Sąd Apelacyjny w Krakowie – I Wydział Cywilny

w składzie:

Przewodniczący:

SSA Jerzy Bess (spr.)

Sędziowie:

SSA Grzegorz Krężołek

SSA Marek Boniecki

Protokolant:

Iwona Mrazek

po rozpoznaniu w dniu 22 października 2020 r. w Krakowie na posiedzeniu niejawnym

sprawy z powództwa E. M. i M. K.

przeciwko Skarbowi Państwa – Sądowi Rejonowemu w B. i Prokuratorowi Okręgowemu w K.

o zapłatę

na skutek apelacji powódki E. M.

od wyroku Sądu Okręgowego w Kielcach

z dnia 17 września 2019 r. sygn. akt I C 781/17

1.  oddala apelację;

2.  zasądza od powódki E. M. na rzecz Skarbu Państwa -Prokuratorii Generalnej Skarbu Państwa kwotę 8. 100 zł (osiem tysięcy sto złotych) tytułem kosztów postepowania apelacyjnego.

SSA Grzegorz Krężołek SSA Jerzy Bess SSA Marek Boniecki

Sygn. akt I ACa 1280/19

UZASADNIENIE

wyroku z dnia 22 października 2020 roku

H. J. (1) wniosła o zasądzenie od Skarbu Państwa – Sądu Rejonowego w B. oraz Prokuratora Okręgowego w K.kwoty 400.000 zł. Podniosła, że powiadomiła o kradzieży majątku rodowego przez członków jej rodziny, jednak wnioski te Prokuratura pozostawiała bez rozpoznania.

Strona pozwana wniosła o oddalenie powództwa wskazując, że jest ono oczywiście bezzasadne.

W toku postępowania H. J. (1) zmarła, a na jej miejsce wstąpiły jej córki – E. M. oraz M. K.. M. K. dwukrotnie oświadczyła, że nie jest zainteresowana postępowaniem.

Wyrokiem z dnia 17 września 2019 r. Sąd Okręgowy w Kielcach oddalił powództwo (punkt I), zasądził od powódki na rzecz Skarbu Państwa – Sądu Rejonowego w B. i Prokuratora Okręgowego w K. zastępowanego przez Prokuratorię Generalną Rzeczypospolitej Polskiej kwotę 5.400 z tytułem kosztów procesu (punkt II), nie obciążył M. K. kosztami procesu na rzecz pozwanej (punkt III), przyznał od Skarbu Państwa Sądu Okręgowego w Kielcach na rzecz adwokata M. C. kwotę 8.856 zł tytułem wynagrodzenia za pomoc prawną udzieloną powódce E. M. z urzędu.

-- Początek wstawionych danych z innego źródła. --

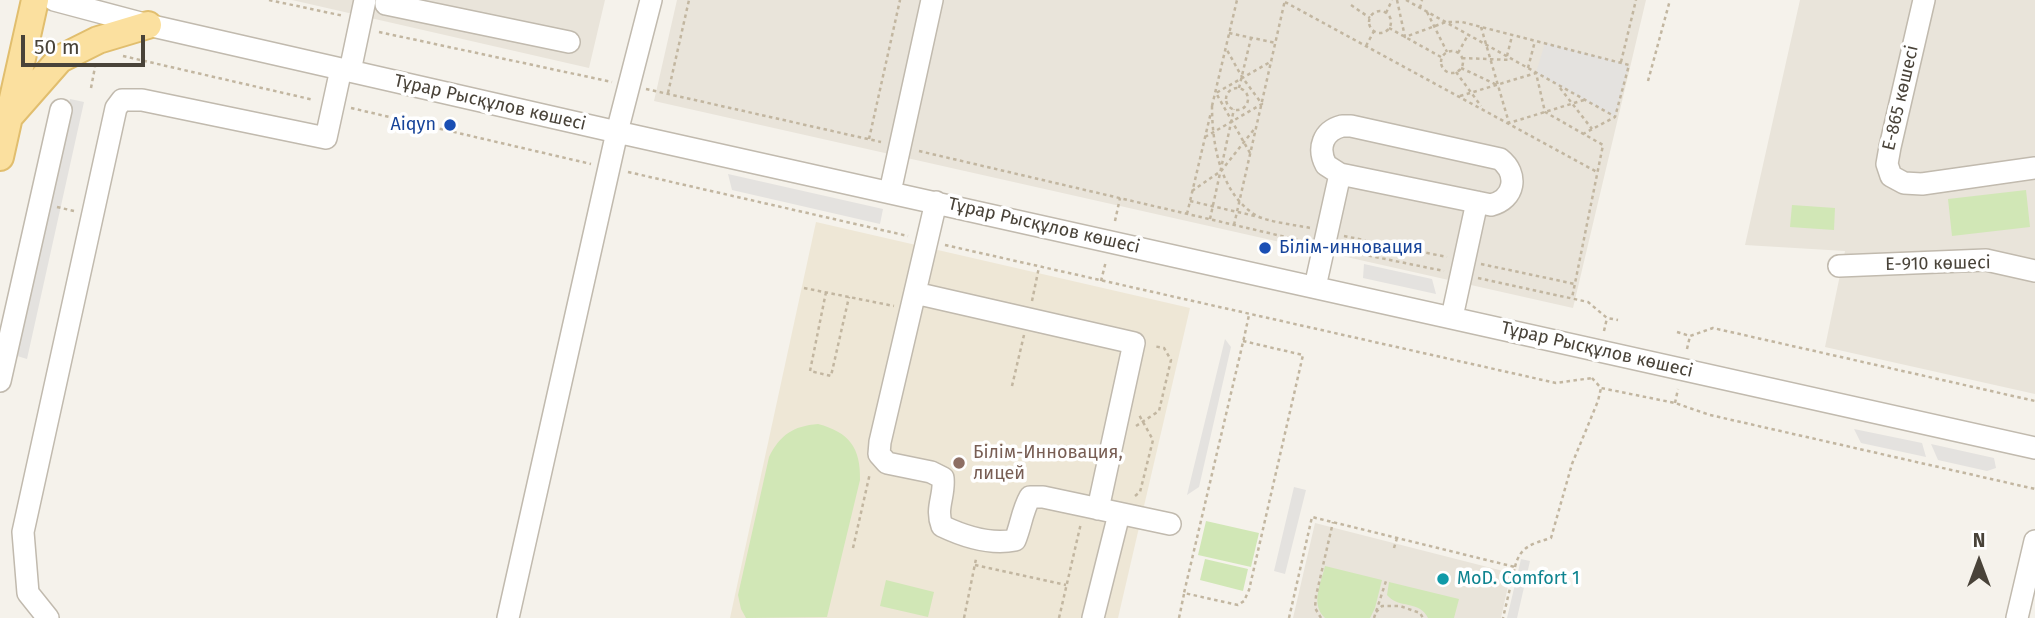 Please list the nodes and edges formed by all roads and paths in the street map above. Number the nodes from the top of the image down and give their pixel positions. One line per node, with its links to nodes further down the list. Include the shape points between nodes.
1 (35, 0): 76 (main road)
2 (54, 0): 25 (street, Тұрар Рысқұлов көшесі)
3 (269, 0): 24 (path)
4 (365, 0): 24 (street)
5 (387, 0): 36 (street, via 386,4)
6 (651, 0): 59 (street)
7 (689, 0): 64 (path)
8 (900, 0): 86 (path)
9 (932, 0): 88 (street)
10 (1237, 0): 30 (path)
11 (1394, 0): 21 (path); 33 (path)
12 (1406, 0): 19 (path)
13 (1422, 0): 19 (path)
14 (1636, 0): 51 (path)
15 (1670, 0): 58 (path)
16 (1924, 0): 92 (street, Е-865 көшесі, via 1890,147 1887,164 1891,176 1904,183 1922,184)
17 (1285, 1): 37 (path); 39 (path)
18 (1352, 5): 22 (path)
19 (1420, 8): 20 (path)
20 (1427, 12): 23 (path); 26 (path)
21 (1386, 13): 22 (path, via 1379,11); 28 (path)
22 (1370, 18): 29 (path)
23 (1446, 22): 26 (path); 27 (path); 31 (path)
24 (360, 23): 54 (street); 59 (path, via 376,32)
25 (148, 25): 54 (street, Тұрар Рысқұлов көшесі); 76 (main road, via 98,40 60,60)
26 (1434, 26): 33 (path); 41 (path)
27 (1481, 27): 32 (path); 38 (path)
28 (1390, 28): 29 (path); 33 (path)
29 (1374, 31): 39 (path)
30 (1229, 33): 34 (path); 40 (path)
31 (1468, 34): 38 (path); 42 (path)
32 (1513, 35): 35 (path); 44 (path)
33 (1405, 37): 45 (path)
34 (1251, 38): 37 (path); 57 (path)
35 (1535, 41): 51 (path); 53 (path)
36 (569, 42)
37 (1276, 43): 50 (path)
38 (1487, 45): 44 (path); 47 (path)
39 (1366, 46): 66 (path)
40 (1226, 48): 57 (path); 71 (path)
41 (1447, 52): 42 (path); 45 (path)
42 (1458, 53): 46 (path)
43 (115, 54): 68 (path)
44 (1507, 56): 49 (path)
45 (1442, 58): 55 (path, via 1443,69)
46 (1462, 58): 47 (path); 52 (path)
47 (1491, 59): 49 (path); 61 (path)
48 (97, 60): 62 (path)
49 (1513, 60): 53 (path)
50 (1272, 61): 57 (path); 69 (path)
51 (1620, 62): 77 (path, via 1629,65)
52 (1461, 68): 55 (path); 61 (path)
53 (1528, 68): 56 (path)
54 (345, 70): 68 (street); 82 (street, Тұрар Рысқұлов көшесі)
55 (1456, 72): 65 (path)
56 (1536, 73): 60 (path); 61 (path); 75 (path)
57 (1242, 77): 63 (path); 69 (path); 78 (path, via 1216,93)
58 (1648, 81)
59 (629, 85): 64 (path); 82 (street)
60 (1558, 85): 67 (path); 70 (path)
61 (1499, 86): 65 (path); 79 (path)
62 (91, 88)
63 (1239, 88): 72 (path, via 1229,91 1226,98); 72 (path, via 1248,101)
64 (668, 93): 86 (path)
65 (1472, 93): 66 (path); 73 (path)
66 (1460, 96): 73 (path)
67 (1585, 100): 70 (path); 77 (path)
68 (333, 104): 91 (path); 107 (street, via 326,138 142,100 121,100)
69 (1262, 104): 78 (path); 80 (path)
70 (1572, 104): 75 (path); 81 (path)
71 (1212, 106): 83 (path); 85 (path)
72 (1234, 109): 78 (path)
73 (1483, 109): 79 (path)
74 (61, 110): 103 (street)
75 (1545, 112): 79 (path); 84 (path)
76 (9, 117): 90 (main road)
77 (1615, 117): 81 (path)
78 (1232, 121): 83 (path); 87 (path); 93 (path)
79 (1509, 123): 94 (path)
80 (1257, 125): 87 (path); 89 (path)
81 (1592, 130): 84 (path)
82 (617, 132): 91 (street); 97 (street, Тұрар Рысқұлов көшесі)
83 (1212, 133): 85 (path); 93 (path)
84 (1583, 134): 94 (path, via 1603,145)
85 (1205, 137): 96 (path)
86 (869, 139): 88 (path)
87 (1244, 142): 89 (path); 93 (path)
88 (900, 147): 97 (street); 98 (path)
89 (1250, 153): 99 (path)
90 (0, 157)
91 (608, 168): 113 (path); 163 (street)
92 (2035, 168)
93 (1221, 171): 96 (path); 99 (path); 104 (path)
94 (1597, 172): 119 (path)
95 (1340, 174): 102 (street); 102 (street, via 1326,165 1323,141 1334,128 1351,125 1500,159 1511,170 1510,193 1498,203); 112 (street)
96 (1192, 191): 100 (path)
97 (890, 192): 101 (street, Тұрар Рысқұлов көшесі)
98 (1120, 198): 106 (path); 110 (path)
99 (1240, 200): 105 (path); 108 (path)
100 (1190, 201): 104 (path); 106 (path)
101 (936, 202): 113 (street); 120 (street, Тұрар Рысқұлов көшесі)
102 (1477, 202): 116 (street)
103 (40, 203): 107 (path); 136 (street)
104 (1213, 206): 105 (path); 109 (path)
105 (1237, 211): 108 (path); 111 (path)
106 (1187, 214): 109 (path)
107 (93, 215): 162 (street, via 23,532 28,593)
108 (1258, 216): 112 (path)
109 (1210, 219): 111 (path)
110 (1115, 221)
111 (1234, 225): 112 (path)
112 (1326, 239): 116 (path); 116 (path); 120 (street)
113 (927, 241): 118 (path); 125 (street)
114 (1106, 260): 118 (path)
115 (1839, 266): 117 (street, Е-910 көшесі, via 1986,260)
116 (1463, 268): 119 (path); 124 (path); 127 (street)
117 (2035, 271)
118 (1101, 281): 126 (path)
119 (1575, 284): 124 (path)
120 (1315, 287): 127 (street, Тұрар Рысқұлов көшесі)
121 (804, 288): 122 (path)
122 (826, 292): 123 (path); 123 (path, via 810,371 831,376)
123 (849, 297): 125 (path)
124 (1572, 298): 128 (path, via 1588,302)
125 (913, 301): 145 (street); 147 (street, via 1134,343)
126 (1249, 314): 133 (path); 138 (path, via 1556,383 1592,378)
127 (1452, 317): 144 (street, Тұрар Рысқұлов көшесі)
128 (1608, 318): 129 (path); 130 (path)
129 (1618, 320)
130 (1604, 331)
131 (1677, 332): 132 (path)
132 (1690, 336): 134 (path); 139 (path, via 1713,328)
133 (1243, 341): 160 (path); 160 (path, via 1303,355 1249,590 1238,605)
134 (1687, 349)
135 (1144, 353): 142 (path, via 1154,345 1164,348 1171,360 1159,411)
136 (0, 381)
137 (1679, 386): 140 (path)
138 (1601, 388): 140 (path); 157 (path, via 1551,538 1528,545 1517,556)
139 (2035, 401)
140 (1675, 402): 146 (path, via 1710,415)
141 (1133, 405): 142 (path)
142 (1143, 422): 143 (path); 147 (path, via 1153,440 1140,492 1131,499)
143 (1135, 427)
144 (2035, 448)
145 (880, 454): 151 (street, via 887,463 943,478 937,515 942,526); 154 (path, via 874,457)
146 (2035, 489)
147 (1095, 502): 148 (street); 151 (street, via 1030,497 1014,540); 159 (path)
148 (1119, 514): 150 (street); 166 (street)
149 (1333, 522): 152 (path); 168 (path, via 1312,517); 169 (path, via 1315,596)
150 (1170, 524)
151 (981, 538): 156 (path)
152 (1397, 538): 155 (path); 157 (path)
153 (2035, 542): 173 (street)
154 (853, 548)
155 (1394, 548)
156 (975, 565): 159 (path); 164 (path)
157 (1515, 567): 172 (path)
158 (1386, 581): 161 (path)
159 (1066, 585): 165 (path)
160 (1184, 593): 167 (path)
161 (1376, 612): 170 (path); 171 (path, via 1382,606 1400,606)
162 (48, 618)
163 (508, 618)
164 (964, 618)
165 (1059, 618)
166 (1093, 618)
167 (1179, 618)
168 (1289, 618)
169 (1321, 618)
170 (1374, 618)
171 (1423, 618)
172 (1503, 618)
173 (2017, 618)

Sąd pierwszej instancji ustalił stan faktyczny szczegółowo zaprezentowany w uzasadnieniu zaskarżonego wyroku, z którego to uzasadnienia wynika, że w 1954 r. zmarła J. S. (1) z d. J.. Po jej śmierci pozostały po niej majątek został podzielony pomiędzy jej dzieci: T. G., K. G., H. J. (2), M. W. (1), J. S. (2) i W. S.. Spośród dzieci J. S. (3), M. W. (1), żona S. W., miała dwoje dzieci: H. J. (1) i M. W. (2).

Postanowieniem z dnia 12 lipca 2012 r. Sąd Rejonowy dla K. w K.w sprawie sygn. akt(...)1) stwierdził, że spadek po S. W., zmarłym w dniu (...) nabyli na postawie ustawy: żona M. W. (1) w 2/8 części, a także syn M. W. (2) oraz córka H. J. (1) po 3/8 części; 2) stwierdził, że spadek po M. W. (1) zmarłej w dniu 19 listopada 1962 r. nabyli na postawie ustawy: syn M. W. (2) oraz córka H. J. (1) po 1/2 części.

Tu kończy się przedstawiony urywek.